Task to complete = Please repeat every entry, keeping each one exactly the same.

(Dataset entries)

────────────────

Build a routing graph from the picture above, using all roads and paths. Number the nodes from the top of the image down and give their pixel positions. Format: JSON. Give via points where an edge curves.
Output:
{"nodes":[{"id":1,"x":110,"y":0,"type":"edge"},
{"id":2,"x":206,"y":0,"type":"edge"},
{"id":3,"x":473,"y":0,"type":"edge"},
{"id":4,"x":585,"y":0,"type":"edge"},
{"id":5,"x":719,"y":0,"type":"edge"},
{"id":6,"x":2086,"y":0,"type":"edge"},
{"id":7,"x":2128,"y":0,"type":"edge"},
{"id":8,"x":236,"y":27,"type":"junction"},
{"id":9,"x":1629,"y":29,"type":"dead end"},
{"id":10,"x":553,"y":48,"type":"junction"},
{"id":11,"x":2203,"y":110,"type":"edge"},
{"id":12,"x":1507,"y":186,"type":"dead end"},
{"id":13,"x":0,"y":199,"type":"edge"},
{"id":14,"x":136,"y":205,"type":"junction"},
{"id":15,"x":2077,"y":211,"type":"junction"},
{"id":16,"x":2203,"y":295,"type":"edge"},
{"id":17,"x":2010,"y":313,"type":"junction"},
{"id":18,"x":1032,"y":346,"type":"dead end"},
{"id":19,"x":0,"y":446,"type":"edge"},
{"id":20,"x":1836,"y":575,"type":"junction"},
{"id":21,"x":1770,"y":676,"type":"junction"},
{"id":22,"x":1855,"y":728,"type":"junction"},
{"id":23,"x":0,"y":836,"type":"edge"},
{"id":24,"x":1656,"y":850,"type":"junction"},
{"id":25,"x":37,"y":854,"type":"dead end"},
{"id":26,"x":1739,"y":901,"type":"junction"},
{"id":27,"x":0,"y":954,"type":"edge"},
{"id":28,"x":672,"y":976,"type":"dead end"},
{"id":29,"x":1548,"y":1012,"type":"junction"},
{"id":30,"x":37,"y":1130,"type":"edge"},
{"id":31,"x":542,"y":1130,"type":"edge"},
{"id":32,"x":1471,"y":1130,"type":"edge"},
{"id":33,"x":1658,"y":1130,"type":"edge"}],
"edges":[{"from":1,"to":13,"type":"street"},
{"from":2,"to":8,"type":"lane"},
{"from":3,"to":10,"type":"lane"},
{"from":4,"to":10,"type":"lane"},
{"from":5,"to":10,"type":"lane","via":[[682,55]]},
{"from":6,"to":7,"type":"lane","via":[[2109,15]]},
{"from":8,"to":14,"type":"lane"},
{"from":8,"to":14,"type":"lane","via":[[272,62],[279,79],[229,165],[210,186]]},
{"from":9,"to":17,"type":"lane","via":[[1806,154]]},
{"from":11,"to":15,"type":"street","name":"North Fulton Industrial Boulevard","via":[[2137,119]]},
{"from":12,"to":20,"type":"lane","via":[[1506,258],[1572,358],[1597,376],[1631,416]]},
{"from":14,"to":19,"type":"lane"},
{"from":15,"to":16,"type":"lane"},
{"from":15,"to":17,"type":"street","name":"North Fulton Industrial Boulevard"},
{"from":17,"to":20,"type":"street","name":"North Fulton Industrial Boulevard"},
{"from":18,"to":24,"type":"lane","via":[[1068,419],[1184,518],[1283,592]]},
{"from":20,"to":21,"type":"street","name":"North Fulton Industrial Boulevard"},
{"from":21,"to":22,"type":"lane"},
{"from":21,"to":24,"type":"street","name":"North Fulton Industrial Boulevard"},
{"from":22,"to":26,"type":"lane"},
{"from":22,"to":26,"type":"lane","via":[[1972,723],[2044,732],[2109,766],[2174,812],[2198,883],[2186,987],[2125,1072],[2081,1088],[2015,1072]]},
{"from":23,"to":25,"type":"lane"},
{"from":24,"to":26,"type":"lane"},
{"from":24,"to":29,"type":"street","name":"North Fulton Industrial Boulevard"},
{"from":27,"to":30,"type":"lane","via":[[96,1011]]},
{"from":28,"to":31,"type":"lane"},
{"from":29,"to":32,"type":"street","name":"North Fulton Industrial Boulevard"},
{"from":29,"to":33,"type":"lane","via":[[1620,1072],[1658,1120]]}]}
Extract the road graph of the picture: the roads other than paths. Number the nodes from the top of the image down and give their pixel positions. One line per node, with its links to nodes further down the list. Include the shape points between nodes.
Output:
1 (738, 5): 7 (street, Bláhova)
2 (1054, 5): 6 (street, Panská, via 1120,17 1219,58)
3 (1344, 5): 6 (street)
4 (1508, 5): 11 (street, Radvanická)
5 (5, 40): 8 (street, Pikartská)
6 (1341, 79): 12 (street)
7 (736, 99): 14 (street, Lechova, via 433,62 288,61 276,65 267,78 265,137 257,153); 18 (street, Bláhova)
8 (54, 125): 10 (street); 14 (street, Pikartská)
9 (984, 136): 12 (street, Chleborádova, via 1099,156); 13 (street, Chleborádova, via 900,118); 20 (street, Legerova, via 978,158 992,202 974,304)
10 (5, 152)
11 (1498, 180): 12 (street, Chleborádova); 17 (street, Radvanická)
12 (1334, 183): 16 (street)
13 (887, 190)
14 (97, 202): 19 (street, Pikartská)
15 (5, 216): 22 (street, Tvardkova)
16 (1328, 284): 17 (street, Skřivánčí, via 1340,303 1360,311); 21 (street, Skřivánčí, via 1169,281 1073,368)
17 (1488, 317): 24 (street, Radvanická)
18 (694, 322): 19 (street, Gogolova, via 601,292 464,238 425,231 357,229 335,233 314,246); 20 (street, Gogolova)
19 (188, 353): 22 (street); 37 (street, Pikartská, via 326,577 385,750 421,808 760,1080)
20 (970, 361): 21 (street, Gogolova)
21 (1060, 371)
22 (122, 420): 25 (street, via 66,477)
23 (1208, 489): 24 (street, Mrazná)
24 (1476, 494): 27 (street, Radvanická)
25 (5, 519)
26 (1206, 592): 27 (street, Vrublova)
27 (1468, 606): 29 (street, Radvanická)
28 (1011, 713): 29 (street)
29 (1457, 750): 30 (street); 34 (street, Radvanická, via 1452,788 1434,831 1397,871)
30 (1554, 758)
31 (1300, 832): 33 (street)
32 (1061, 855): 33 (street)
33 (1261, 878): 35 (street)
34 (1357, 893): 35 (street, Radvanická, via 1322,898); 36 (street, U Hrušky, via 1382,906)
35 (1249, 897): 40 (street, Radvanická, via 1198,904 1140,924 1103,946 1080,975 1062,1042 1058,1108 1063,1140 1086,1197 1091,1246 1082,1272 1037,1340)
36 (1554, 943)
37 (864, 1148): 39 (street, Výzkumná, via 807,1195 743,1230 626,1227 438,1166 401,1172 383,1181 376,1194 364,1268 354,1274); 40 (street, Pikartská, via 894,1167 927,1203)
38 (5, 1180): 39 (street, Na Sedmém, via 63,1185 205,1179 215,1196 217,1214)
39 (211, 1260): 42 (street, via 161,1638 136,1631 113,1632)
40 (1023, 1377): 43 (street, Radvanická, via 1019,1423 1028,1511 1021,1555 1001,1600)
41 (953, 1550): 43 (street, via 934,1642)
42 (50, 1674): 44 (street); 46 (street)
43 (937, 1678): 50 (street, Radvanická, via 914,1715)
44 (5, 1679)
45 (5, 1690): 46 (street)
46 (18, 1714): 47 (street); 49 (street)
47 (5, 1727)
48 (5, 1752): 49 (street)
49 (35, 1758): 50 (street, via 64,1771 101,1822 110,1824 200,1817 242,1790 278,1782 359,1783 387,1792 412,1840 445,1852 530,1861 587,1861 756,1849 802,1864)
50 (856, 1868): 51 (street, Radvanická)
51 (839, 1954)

────────────────

Expected answer =
Build a routing graph from the picture above, using all roads and paths. Number the nodes from the top of the image down and give their pixel positions. Format: JSON. Give via points where an edge curves.
Output:
{"nodes":[{"id":1,"x":110,"y":0,"type":"edge"},
{"id":2,"x":206,"y":0,"type":"edge"},
{"id":3,"x":473,"y":0,"type":"edge"},
{"id":4,"x":585,"y":0,"type":"edge"},
{"id":5,"x":719,"y":0,"type":"edge"},
{"id":6,"x":2086,"y":0,"type":"edge"},
{"id":7,"x":2128,"y":0,"type":"edge"},
{"id":8,"x":236,"y":27,"type":"junction"},
{"id":9,"x":1629,"y":29,"type":"dead end"},
{"id":10,"x":553,"y":48,"type":"junction"},
{"id":11,"x":2203,"y":110,"type":"edge"},
{"id":12,"x":1507,"y":186,"type":"dead end"},
{"id":13,"x":0,"y":199,"type":"edge"},
{"id":14,"x":136,"y":205,"type":"junction"},
{"id":15,"x":2077,"y":211,"type":"junction"},
{"id":16,"x":2203,"y":295,"type":"edge"},
{"id":17,"x":2010,"y":313,"type":"junction"},
{"id":18,"x":1032,"y":346,"type":"dead end"},
{"id":19,"x":0,"y":446,"type":"edge"},
{"id":20,"x":1836,"y":575,"type":"junction"},
{"id":21,"x":1770,"y":676,"type":"junction"},
{"id":22,"x":1855,"y":728,"type":"junction"},
{"id":23,"x":0,"y":836,"type":"edge"},
{"id":24,"x":1656,"y":850,"type":"junction"},
{"id":25,"x":37,"y":854,"type":"dead end"},
{"id":26,"x":1739,"y":901,"type":"junction"},
{"id":27,"x":0,"y":954,"type":"edge"},
{"id":28,"x":672,"y":976,"type":"dead end"},
{"id":29,"x":1548,"y":1012,"type":"junction"},
{"id":30,"x":37,"y":1130,"type":"edge"},
{"id":31,"x":542,"y":1130,"type":"edge"},
{"id":32,"x":1471,"y":1130,"type":"edge"},
{"id":33,"x":1658,"y":1130,"type":"edge"}],
"edges":[{"from":1,"to":13,"type":"street"},
{"from":2,"to":8,"type":"lane"},
{"from":3,"to":10,"type":"lane"},
{"from":4,"to":10,"type":"lane"},
{"from":5,"to":10,"type":"lane","via":[[682,55]]},
{"from":6,"to":7,"type":"lane","via":[[2109,15]]},
{"from":8,"to":14,"type":"lane"},
{"from":8,"to":14,"type":"lane","via":[[272,62],[279,79],[229,165],[210,186]]},
{"from":9,"to":17,"type":"lane","via":[[1806,154]]},
{"from":11,"to":15,"type":"street","name":"North Fulton Industrial Boulevard","via":[[2137,119]]},
{"from":12,"to":20,"type":"lane","via":[[1506,258],[1572,358],[1597,376],[1631,416]]},
{"from":14,"to":19,"type":"lane"},
{"from":15,"to":16,"type":"lane"},
{"from":15,"to":17,"type":"street","name":"North Fulton Industrial Boulevard"},
{"from":17,"to":20,"type":"street","name":"North Fulton Industrial Boulevard"},
{"from":18,"to":24,"type":"lane","via":[[1068,419],[1184,518],[1283,592]]},
{"from":20,"to":21,"type":"street","name":"North Fulton Industrial Boulevard"},
{"from":21,"to":22,"type":"lane"},
{"from":21,"to":24,"type":"street","name":"North Fulton Industrial Boulevard"},
{"from":22,"to":26,"type":"lane"},
{"from":22,"to":26,"type":"lane","via":[[1972,723],[2044,732],[2109,766],[2174,812],[2198,883],[2186,987],[2125,1072],[2081,1088],[2015,1072]]},
{"from":23,"to":25,"type":"lane"},
{"from":24,"to":26,"type":"lane"},
{"from":24,"to":29,"type":"street","name":"North Fulton Industrial Boulevard"},
{"from":27,"to":30,"type":"lane","via":[[96,1011]]},
{"from":28,"to":31,"type":"lane"},
{"from":29,"to":32,"type":"street","name":"North Fulton Industrial Boulevard"},
{"from":29,"to":33,"type":"lane","via":[[1620,1072],[1658,1120]]}]}
Extract the road graph of the picture: the roads other than paths. Number the nodes from the top of the image down and give their pixel positions. One line per node, with its links to nodes further down the list. Include the shape points between nodes.
Output:
1 (738, 5): 7 (street, Bláhova)
2 (1054, 5): 6 (street, Panská, via 1120,17 1219,58)
3 (1344, 5): 6 (street)
4 (1508, 5): 11 (street, Radvanická)
5 (5, 40): 8 (street, Pikartská)
6 (1341, 79): 12 (street)
7 (736, 99): 14 (street, Lechova, via 433,62 288,61 276,65 267,78 265,137 257,153); 18 (street, Bláhova)
8 (54, 125): 10 (street); 14 (street, Pikartská)
9 (984, 136): 12 (street, Chleborádova, via 1099,156); 13 (street, Chleborádova, via 900,118); 20 (street, Legerova, via 978,158 992,202 974,304)
10 (5, 152)
11 (1498, 180): 12 (street, Chleborádova); 17 (street, Radvanická)
12 (1334, 183): 16 (street)
13 (887, 190)
14 (97, 202): 19 (street, Pikartská)
15 (5, 216): 22 (street, Tvardkova)
16 (1328, 284): 17 (street, Skřivánčí, via 1340,303 1360,311); 21 (street, Skřivánčí, via 1169,281 1073,368)
17 (1488, 317): 24 (street, Radvanická)
18 (694, 322): 19 (street, Gogolova, via 601,292 464,238 425,231 357,229 335,233 314,246); 20 (street, Gogolova)
19 (188, 353): 22 (street); 37 (street, Pikartská, via 326,577 385,750 421,808 760,1080)
20 (970, 361): 21 (street, Gogolova)
21 (1060, 371)
22 (122, 420): 25 (street, via 66,477)
23 (1208, 489): 24 (street, Mrazná)
24 (1476, 494): 27 (street, Radvanická)
25 (5, 519)
26 (1206, 592): 27 (street, Vrublova)
27 (1468, 606): 29 (street, Radvanická)
28 (1011, 713): 29 (street)
29 (1457, 750): 30 (street); 34 (street, Radvanická, via 1452,788 1434,831 1397,871)
30 (1554, 758)
31 (1300, 832): 33 (street)
32 (1061, 855): 33 (street)
33 (1261, 878): 35 (street)
34 (1357, 893): 35 (street, Radvanická, via 1322,898); 36 (street, U Hrušky, via 1382,906)
35 (1249, 897): 40 (street, Radvanická, via 1198,904 1140,924 1103,946 1080,975 1062,1042 1058,1108 1063,1140 1086,1197 1091,1246 1082,1272 1037,1340)
36 (1554, 943)
37 (864, 1148): 39 (street, Výzkumná, via 807,1195 743,1230 626,1227 438,1166 401,1172 383,1181 376,1194 364,1268 354,1274); 40 (street, Pikartská, via 894,1167 927,1203)
38 (5, 1180): 39 (street, Na Sedmém, via 63,1185 205,1179 215,1196 217,1214)
39 (211, 1260): 42 (street, via 161,1638 136,1631 113,1632)
40 (1023, 1377): 43 (street, Radvanická, via 1019,1423 1028,1511 1021,1555 1001,1600)
41 (953, 1550): 43 (street, via 934,1642)
42 (50, 1674): 44 (street); 46 (street)
43 (937, 1678): 50 (street, Radvanická, via 914,1715)
44 (5, 1679)
45 (5, 1690): 46 (street)
46 (18, 1714): 47 (street); 49 (street)
47 (5, 1727)
48 (5, 1752): 49 (street)
49 (35, 1758): 50 (street, via 64,1771 101,1822 110,1824 200,1817 242,1790 278,1782 359,1783 387,1792 412,1840 445,1852 530,1861 587,1861 756,1849 802,1864)
50 (856, 1868): 51 (street, Radvanická)
51 (839, 1954)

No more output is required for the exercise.